Exercise directions
Could you copy every line in the listing below that has the word "view"?

[Supplied records — start]

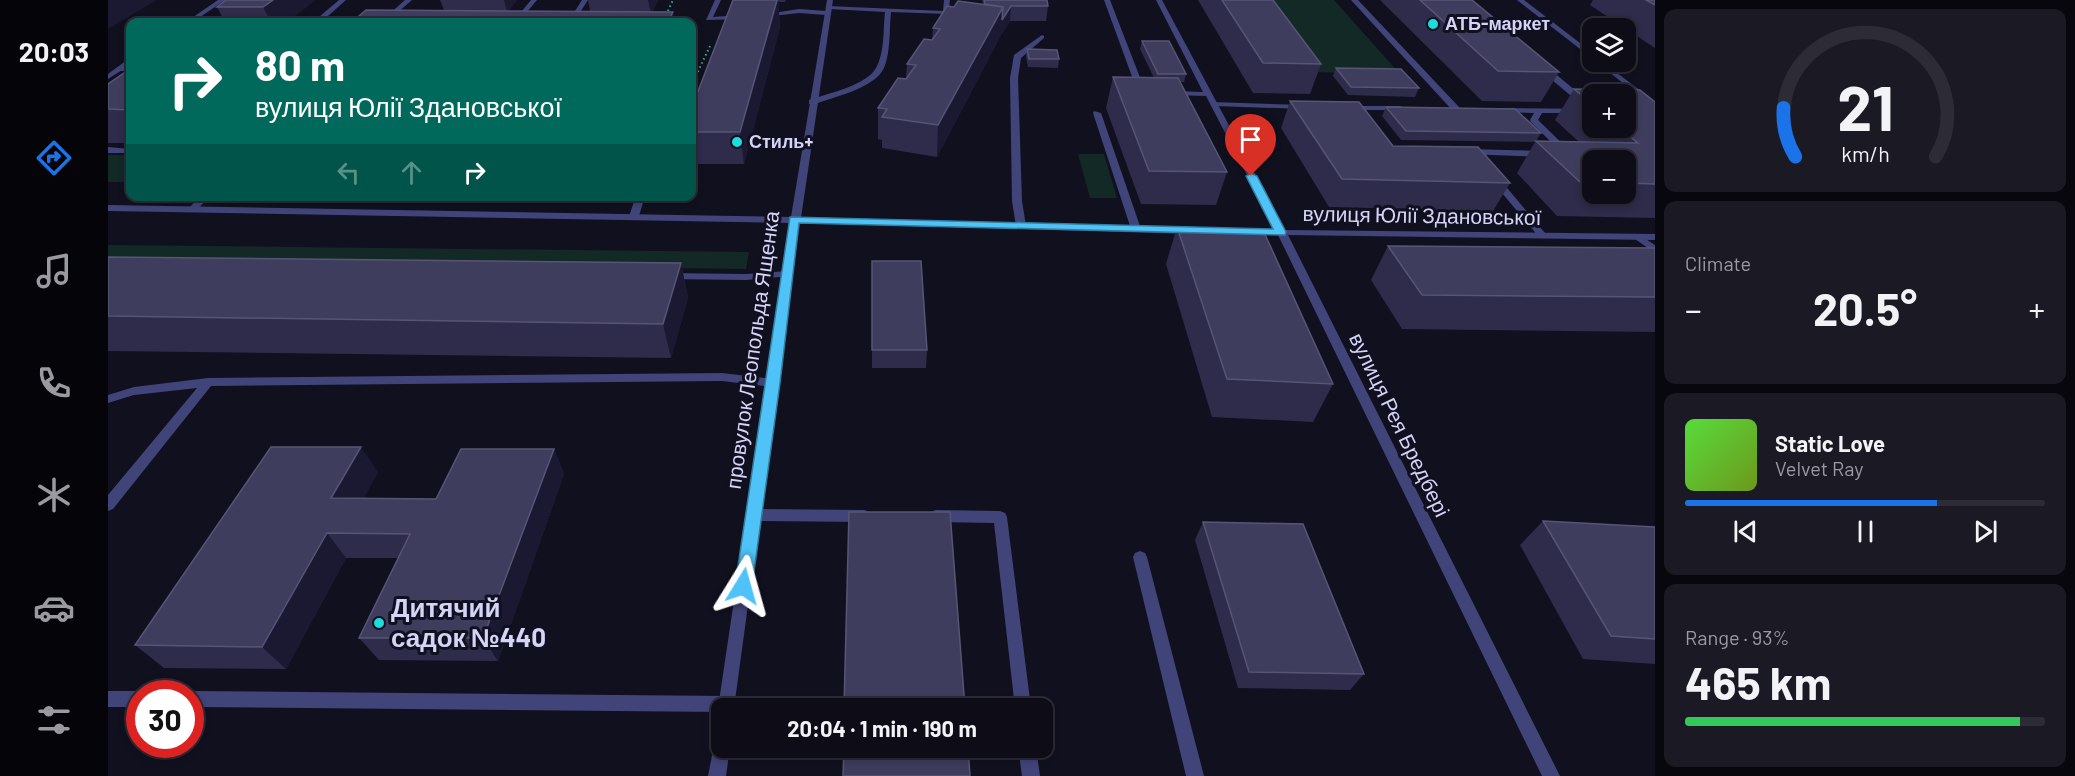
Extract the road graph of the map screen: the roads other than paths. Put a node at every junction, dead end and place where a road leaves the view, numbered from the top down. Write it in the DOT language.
graph roads {
  1 [pos="222,0"];
  2 [pos="343,0"];
  3 [pos="409,0"];
  4 [pos="534,0"];
  5 [pos="585,0"];
  6 [pos="718,0"];
  7 [pos="947,0"];
  8 [pos="1107,0"];
  9 [pos="1159,0"];
  10 [pos="1354,0"];
  11 [pos="1520,0"];
  12 [pos="828,7"];
  13 [pos="888,10"];
  14 [pos="195,18"];
  15 [pos="519,18"];
  16 [pos="574,18"];
  17 [pos="1042,37"];
  18 [pos="1582,48"];
  19 [pos="1532,59"];
  20 [pos="126,65"];
  21 [pos="120,69"];
  22 [pos="126,69"];
  23 [pos="1612,72"];
  24 [pos="108,77"];
  25 [pos="1153,93"];
  26 [pos="1164,93"];
  27 [pos="1211,99"];
  28 [pos="812,102"];
  29 [pos="1582,102"];
  30 [pos="1655,106"];
  31 [pos="1317,107"];
  32 [pos="1340,108"];
  33 [pos="1351,108"];
  34 [pos="1409,109"];
  35 [pos="1444,109"];
  36 [pos="1456,109"];
  37 [pos="1466,109"];
  38 [pos="1487,110"];
  39 [pos="1540,110"];
  40 [pos="1582,111"];
  41 [pos="1645,112"];
  42 [pos="1655,112"];
  43 [pos="1097,113"];
  44 [pos="1359,118"];
  45 [pos="108,150"];
  46 [pos="126,150"];
  47 [pos="1460,152"];
  48 [pos="1471,153"];
  49 [pos="1479,161"];
  50 [pos="1487,170"];
  51 [pos="201,201"];
  52 [pos="639,201"];
  53 [pos="108,208"];
  54 [pos="193,209"];
  55 [pos="634,216"];
  56 [pos="794,219"];
  57 [pos="1021,226"];
  58 [pos="1136,230"];
  59 [pos="1208,231"];
  60 [pos="1232,232"];
  61 [pos="1281,232"];
  62 [pos="1542,235"];
  63 [pos="1638,237"];
  64 [pos="1655,237"];
  65 [pos="1655,250"];
  66 [pos="788,274"];
  67 [pos="651,276"];
  68 [pos="208,382"];
  69 [pos="773,383"];
  70 [pos="108,399"];
  71 [pos="108,505"];
  72 [pos="753,515"];
  73 [pos="880,516"];
  74 [pos="916,516"];
  75 [pos="1140,557"];
  76 [pos="727,698"];
  77 [pos="1022,698"];
  78 [pos="108,699"];
  79 [pos="126,699"];
  80 [pos="204,699"];
  81 [pos="711,706"];
  82 [pos="720,758"];
  83 [pos="1029,758"];
  84 [pos="717,776"];
  85 [pos="1031,776"];
  86 [pos="1195,776"];
  87 [pos="1551,776"];
  1 -- 14 [label="street"];
  2 -- 3 [label="street"];
  4 -- 15 [label="street"];
  5 -- 16 [label="street"];
  6 -- 12 [label="street"];
  7 -- 13 [label="street"];
  8 -- 25 [label="street"];
  9 -- 27 [label="street, вулиця Рея Бредбері"];
  10 -- 36 [label="street"];
  11 -- 18 [label="street"];
  12 -- 13 [label="street"];
  12 -- 28 [label="street, провулок Леопольда Ященка"];
  13 -- 28 [label="street"];
  17 -- 57 [label="street"];
  19 -- 29 [label="street"];
  20 -- 21 [label="street"];
  21 -- 22 [label="street"];
  21 -- 24 [label="street"];
  23 -- 30 [label="street"];
  26 -- 27 [label="street"];
  27 -- 31 [label="street"];
  27 -- 61 [label="street, вулиця Рея Бредбері"];
  28 -- 56 [label="street, провулок Леопольда Ященка"];
  32 -- 33 [label="street"];
  33 -- 34 [label="street"];
  33 -- 44 [label="street"];
  35 -- 36 [label="street"];
  36 -- 37 [label="street"];
  38 -- 39 [label="street"];
  39 -- 40 [label="street"];
  39 -- 48 [label="street"];
  41 -- 42 [label="street"];
  43 -- 58 [label="street"];
  45 -- 46 [label="street"];
  47 -- 48 [label="street"];
  48 -- 49 [label="street"];
  50 -- 62 [label="street"];
  51 -- 54 [label="street"];
  52 -- 55 [label="street"];
  53 -- 54 [label="street"];
  54 -- 55 [label="street"];
  55 -- 56 [label="street"];
  56 -- 57 [label="street"];
  56 -- 66 [label="street, провулок Леопольда Ященка"];
  57 -- 58 [label="street"];
  58 -- 59 [label="street"];
  60 -- 61 [label="street, вулиця Юлії Здановської"];
  61 -- 62 [label="street, вулиця Юлії Здановської"];
  61 -- 87 [label="street, вулиця Рея Бредбері"];
  62 -- 63 [label="street, вулиця Юлії Здановської"];
  63 -- 64 [label="street, вулиця Юлії Здановської"];
  63 -- 65 [label="street"];
  66 -- 67 [label="street"];
  66 -- 69 [label="street, провулок Леопольда Ященка"];
  68 -- 69 [label="street"];
  68 -- 70 [label="street"];
  68 -- 71 [label="street"];
  69 -- 72 [label="street, провулок Леопольда Ященка"];
  72 -- 73 [label="street"];
  72 -- 76 [label="street, провулок Леопольда Ященка"];
  74 -- 77 [label="street"];
  75 -- 86 [label="street"];
  78 -- 79 [label="street"];
  80 -- 81 [label="street"];
  82 -- 84 [label="street"];
  83 -- 85 [label="street"];
}
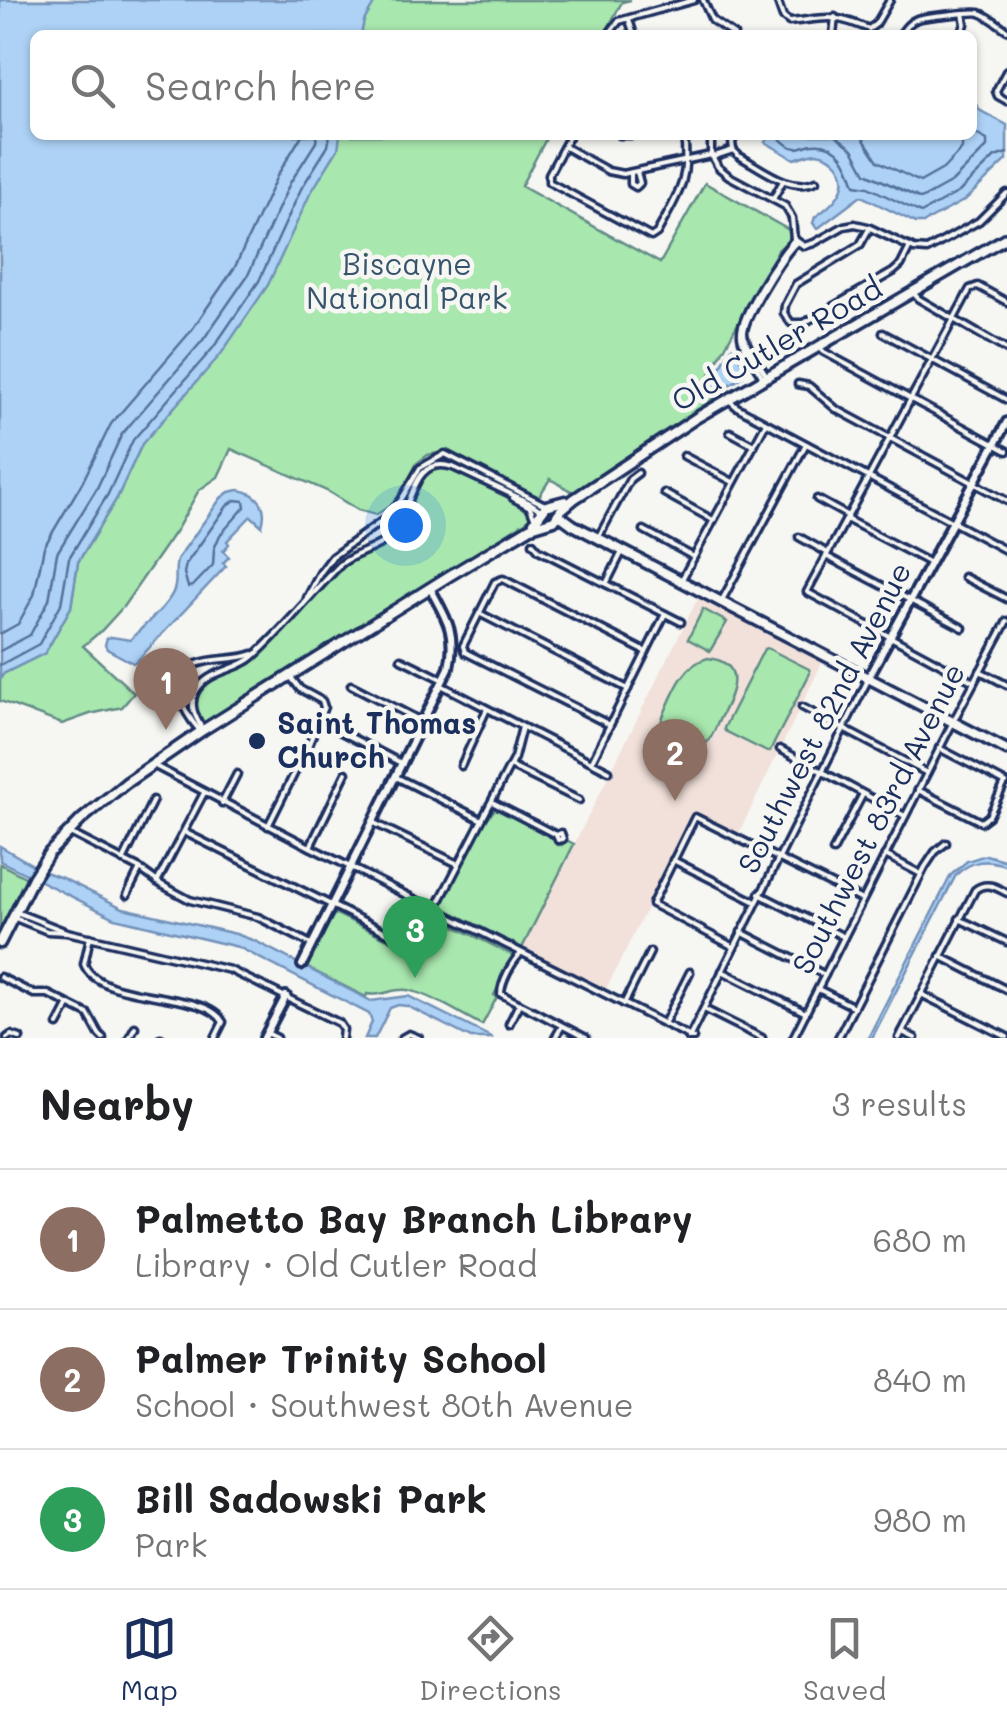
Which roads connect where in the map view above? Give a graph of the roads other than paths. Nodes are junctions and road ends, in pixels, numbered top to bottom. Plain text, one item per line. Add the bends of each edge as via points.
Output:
1 (694, 0) edge
2 (703, 0) edge
3 (777, 0) edge
4 (890, 0) edge
5 (963, 12) junction
6 (835, 17) junction
7 (629, 18) junction
8 (611, 30) edge
9 (633, 30) edge
10 (726, 30) edge
11 (834, 30) edge
12 (905, 30) edge
13 (963, 30) edge
14 (1007, 30) edge
15 (1007, 70) edge
16 (1007, 101) edge
17 (568, 140) edge
18 (685, 140) edge
19 (711, 140) edge
20 (734, 140) edge
21 (564, 147) junction
22 (733, 150) junction
23 (711, 156) junction
24 (687, 159) junction
25 (784, 180) junction
26 (816, 181) dead end
27 (1007, 193) edge
28 (773, 199) junction
29 (870, 227) junction
30 (1007, 237) edge
31 (796, 241) junction
32 (910, 247) junction
33 (912, 292) junction
34 (1007, 302) edge
35 (955, 319) junction
36 (883, 333) dead end
37 (818, 346) junction
38 (1007, 350) edge
39 (933, 360) junction
40 (765, 377) junction
41 (798, 384) dead end
42 (728, 399) junction
43 (911, 399) junction
44 (1007, 400) edge
45 (1007, 422) edge
46 (766, 423) junction
47 (730, 432) dead end
48 (890, 438) junction
49 (806, 444) junction
50 (995, 444) junction
51 (754, 445) junction
52 (1007, 451) edge
53 (684, 456) dead end
54 (440, 461) junction
55 (638, 474) dead end
56 (869, 478) junction
57 (734, 483) junction
58 (974, 483) junction
59 (500, 491) junction
60 (409, 492) junction
61 (664, 493) dead end
62 (817, 499) dead end
63 (1007, 501) edge
64 (400, 502) junction
65 (571, 502) junction
66 (407, 506) junction
67 (550, 513) junction
68 (847, 517) junction
69 (714, 520) junction
70 (952, 522) junction
71 (532, 525) junction
72 (573, 525) junction
73 (644, 530) dead end
74 (598, 538) junction
75 (800, 538) dead end
76 (533, 543) dead end
77 (623, 551) junction
78 (1007, 551) edge
79 (827, 554) junction
80 (694, 557) junction
81 (930, 563) junction
82 (964, 578) dead end
83 (681, 581) junction
84 (606, 584) junction
85 (316, 587) junction
86 (430, 588) junction
87 (1007, 599) edge
88 (910, 600) junction
89 (721, 602) junction
90 (479, 613) junction
91 (666, 614) junction
92 (1007, 621) edge
93 (681, 622) dead end
94 (963, 628) dead end
95 (1000, 634) junction
96 (890, 638) junction
97 (1007, 638) edge
98 (646, 652) junction
99 (401, 659) dead end
100 (239, 662) junction
101 (980, 671) junction
102 (290, 676) junction
103 (868, 678) junction
104 (974, 682) junction
105 (443, 683) junction
106 (351, 685) dead end
107 (1007, 685) edge
108 (628, 689) junction
109 (192, 705) junction
110 (802, 707) dead end
111 (487, 708) junction
112 (185, 710) junction
113 (192, 715) junction
114 (318, 720) junction
115 (423, 722) junction
116 (952, 722) junction
117 (610, 725) junction
118 (522, 727) junction
119 (843, 729) junction
120 (202, 731) junction
121 (939, 748) junction
122 (780, 749) dead end
123 (1007, 750) edge
124 (591, 762) junction
125 (152, 764) junction
126 (403, 764) junction
127 (461, 766) dead end
128 (510, 766) junction
129 (609, 771) dead end
130 (822, 772) junction
131 (346, 773) dead end
132 (926, 773) junction
133 (237, 774) dead end
134 (396, 777) junction
135 (1006, 783) edge
136 (918, 790) junction
137 (204, 794) junction
138 (863, 794) junction
139 (154, 800) dead end
140 (579, 800) dead end
141 (492, 802) junction
142 (222, 803) junction
143 (905, 816) junction
144 (480, 819) junction
145 (372, 822) junction
146 (268, 826) junction
147 (68, 832) junction
148 (184, 832) junction
149 (556, 835) dead end
150 (946, 843) dead end
151 (310, 847) junction
152 (833, 851) dead end
153 (885, 856) junction
154 (778, 857) junction
155 (673, 860) junction
156 (123, 861) junction
157 (458, 864) junction
158 (350, 868) junction
159 (140, 870) junction
160 (921, 874) junction
161 (157, 882) junction
162 (1007, 893) edge
163 (760, 894) junction
164 (127, 895) dead end
165 (862, 900) junction
166 (756, 902) junction
167 (331, 907) junction
168 (435, 910) junction
169 (15, 914) junction
170 (960, 918) junction
171 (741, 932) junction
172 (844, 937) junction
173 (90, 938) junction
174 (1007, 942) edge
175 (0, 943) edge
176 (312, 945) junction
177 (734, 946) junction
178 (650, 952) dead end
179 (521, 953) junction
180 (940, 956) junction
181 (302, 965) dead end
182 (722, 971) junction
183 (690, 972) dead end
184 (825, 974) junction
185 (1, 979) edge
186 (818, 989) junction
187 (1007, 990) edge
188 (922, 994) junction
189 (286, 996) junction
190 (69, 1004) junction
191 (624, 1004) junction
192 (519, 1005) junction
193 (854, 1007) junction
194 (704, 1009) junction
195 (806, 1013) junction
196 (509, 1024) dead end
197 (664, 1024) junction
198 (58, 1025) dead end
199 (562, 1026) junction
200 (134, 1028) dead end
201 (266, 1035) edge
202 (901, 1035) edge
203 (9, 1036) edge
204 (405, 1036) edge
205 (1007, 1037) edge
206 (20, 1038) edge
207 (104, 1038) edge
208 (129, 1038) edge
209 (216, 1038) edge
210 (278, 1038) edge
211 (342, 1038) edge
212 (419, 1038) edge
213 (556, 1038) edge
214 (586, 1038) edge
215 (690, 1038) edge
216 (762, 1038) edge
217 (793, 1038) edge
218 (838, 1038) edge
219 (915, 1038) edge

1 - 7 street
2 - 10 street via 711,20
3 - 6 street via 791,22
4 - 6 street via 870,29
5 - 12 street via 918,18
5 - 13 street
5 - 14 street via 979,12
6 - 11 street
7 - 8 street
7 - 9 street
15 - 16 street via 996,91
17 - 21 street
18 - 24 street
19 - 23 street
20 - 22 street
21 - 24 street via 610,171 634,173
21 - 24 street via 548,180 652,237 683,182
22 - 23 street
22 - 25 street
23 - 24 street
23 - 28 street via 726,174
25 - 26 street via 800,186
25 - 28 street
27 - 32 street via 979,221 934,248
28 - 31 street via 789,212
29 - 31 street via 849,224 811,245
29 - 32 street
29 - 32 street via 859,246 799,280 784,309 788,321 800,324 896,270
30 - 33 main road, Old Cutler Road
31 - 40 street via 778,256 743,326 742,342
33 - 35 street
33 - 37 main road, Old Cutler Road
34 - 35 street via 974,286
35 - 38 street
35 - 39 street
36 - 39 street
37 - 40 main road, Old Cutler Road
37 - 43 street
39 - 43 street
39 - 44 street
40 - 42 main road, Old Cutler Road
41 - 48 street
42 - 46 street
42 - 65 main road, Old Cutler Road
43 - 48 street
43 - 50 street
45 - 50 street, Southwest 82nd Avenue
46 - 49 street
46 - 51 street
47 - 51 street
48 - 56 street
48 - 58 street
49 - 56 street
49 - 89 street
50 - 52 street
50 - 58 street, Southwest 82nd Avenue
51 - 57 street
53 - 57 street
54 - 59 street
54 - 60 street via 422,468
54 - 67 street via 448,455
55 - 74 street
56 - 68 street
56 - 70 street
57 - 69 street
58 - 63 street
58 - 70 street, Southwest 82nd Avenue
59 - 67 street
59 - 71 street via 530,507
60 - 64 street
60 - 66 street
61 - 69 street
62 - 68 street
64 - 66 street
64 - 85 street via 336,554
65 - 67 main road, Old Cutler Road
65 - 72 main road via 567,516
66 - 85 street via 391,536 348,558
67 - 71 main road, Old Cutler Road
67 - 72 main road
68 - 79 street
68 - 81 street
69 - 80 street
70 - 78 street
70 - 81 street, Southwest 82nd Avenue
71 - 86 main road, Old Cutler Road
72 - 74 main road
73 - 80 street
74 - 77 main road
75 - 79 street
76 - 84 street
77 - 83 main road
77 - 84 street
79 - 88 street
79 - 96 street via 807,592
80 - 83 street
81 - 88 street, Southwest 82nd Avenue
82 - 87 street
83 - 89 main road
84 - 91 street
85 - 100 street via 251,659
86 - 102 main road, Old Cutler Road
86 - 105 street via 452,633
88 - 94 street
88 - 96 street, Southwest 82nd Avenue
89 - 103 main road
90 - 98 street via 499,578
90 - 108 street
90 - 117 street via 462,648 467,653
91 - 93 street
91 - 98 street
92 - 95 street, Southwest 83rd Avenue
95 - 97 street
95 - 101 street, Southwest 83rd Avenue
96 - 103 street, Southwest 82nd Avenue
96 - 104 street
98 - 108 street
99 - 105 street
100 - 109 street via 206,681
100 - 112 street via 203,662 186,670 178,690
101 - 104 street, Southwest 83rd Avenue
101 - 107 street
102 - 114 street via 324,703
102 - 120 main road, Old Cutler Road
103 - 116 main road
103 - 119 street, Southwest 82nd Avenue
104 - 116 street, Southwest 83rd Avenue
105 - 111 street
105 - 115 street
106 - 115 street
108 - 117 street
109 - 112 street
109 - 113 street
110 - 119 street
111 - 118 street
111 - 127 street
112 - 113 street
113 - 120 street
114 - 126 street
114 - 146 street
115 - 126 street
116 - 121 street, Southwest 83rd Avenue
116 - 123 main road
117 - 124 street
118 - 124 street
118 - 128 street
119 - 130 street, Southwest 82nd Avenue
119 - 132 street
120 - 125 main road, Old Cutler Road
121 - 132 street, Southwest 83rd Avenue
121 - 135 street
122 - 130 street
124 - 129 street
125 - 137 street
125 - 147 main road, Old Cutler Road
126 - 134 street
128 - 140 street
128 - 141 street
130 - 138 street
130 - 154 street, Southwest 82nd Avenue
131 - 151 street
132 - 136 street, Southwest 83rd Avenue
133 - 142 street
134 - 144 street
134 - 145 street
135 - 136 street via 984,821
136 - 143 street, Southwest 83rd Avenue
137 - 142 street
137 - 148 street
138 - 143 street
138 - 152 street
139 - 156 street
141 - 144 street
141 - 149 street
142 - 146 street
143 - 153 street, Southwest 83rd Avenue
144 - 157 street
145 - 157 street
145 - 158 street
146 - 151 street
147 - 156 street
147 - 169 main road, Old Cutler Road
148 - 161 street
148 - 167 street
150 - 160 street
151 - 158 street
153 - 160 street
153 - 165 street, Southwest 83rd Avenue
154 - 155 street via 695,816
154 - 163 street, Southwest 82nd Avenue
154 - 165 street
155 - 166 street
155 - 177 street via 652,904
156 - 159 street
157 - 168 street
158 - 167 street
158 - 168 street
159 - 161 street
159 - 164 street
160 - 193 street
161 - 176 street via 194,901 262,919
162 - 170 street via 978,887
163 - 166 street, Southwest 82nd Avenue
163 - 172 street
165 - 172 street, Southwest 83rd Avenue
166 - 171 street, Southwest 82nd Avenue
167 - 168 street via 415,946
167 - 176 street
168 - 179 street
169 - 173 street via 46,931
169 - 175 main road, Old Cutler Road
170 - 174 street
170 - 180 street
171 - 177 street, Southwest 82nd Avenue
171 - 184 street
172 - 184 street, Southwest 83rd Avenue
173 - 189 street via 227,969
173 - 209 street via 84,968 91,974 221,1017
176 - 181 street
177 - 182 street, Southwest 82nd Avenue
178 - 191 street
179 - 191 street
179 - 192 street via 500,993
180 - 187 street
180 - 188 street
182 - 194 street, Southwest 82nd Avenue
182 - 195 street
183 - 197 street
184 - 186 street, Southwest 83rd Avenue
185 - 190 street
186 - 193 street
186 - 195 street, Southwest 83rd Avenue
188 - 202 street
188 - 205 street
189 - 201 street
189 - 211 street via 343,1027
190 - 198 street
190 - 207 street via 89,1015
191 - 197 street
192 - 196 street
192 - 199 street
193 - 218 street
194 - 215 street, Southwest 82nd Avenue
194 - 216 street
195 - 217 street, Southwest 83rd Avenue
197 - 215 street
199 - 213 street
199 - 214 street
200 - 208 street
201 - 210 street
202 - 219 street
203 - 206 street
204 - 212 street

[Supplied records — finish]

Response box
Extract the road graph of the map screen: the roads other than paths. Put a node at every junction, dead end and place where a road leaves the view, numbered from the top down. Write it in the DOT language.
Which roads connect where in the map view above? Give a graph of the roads other than paths. Nodes are junctions and road ends, in pixels, numbered top to bottom. Plain text, one item per line. Add the bends of each edge as via points.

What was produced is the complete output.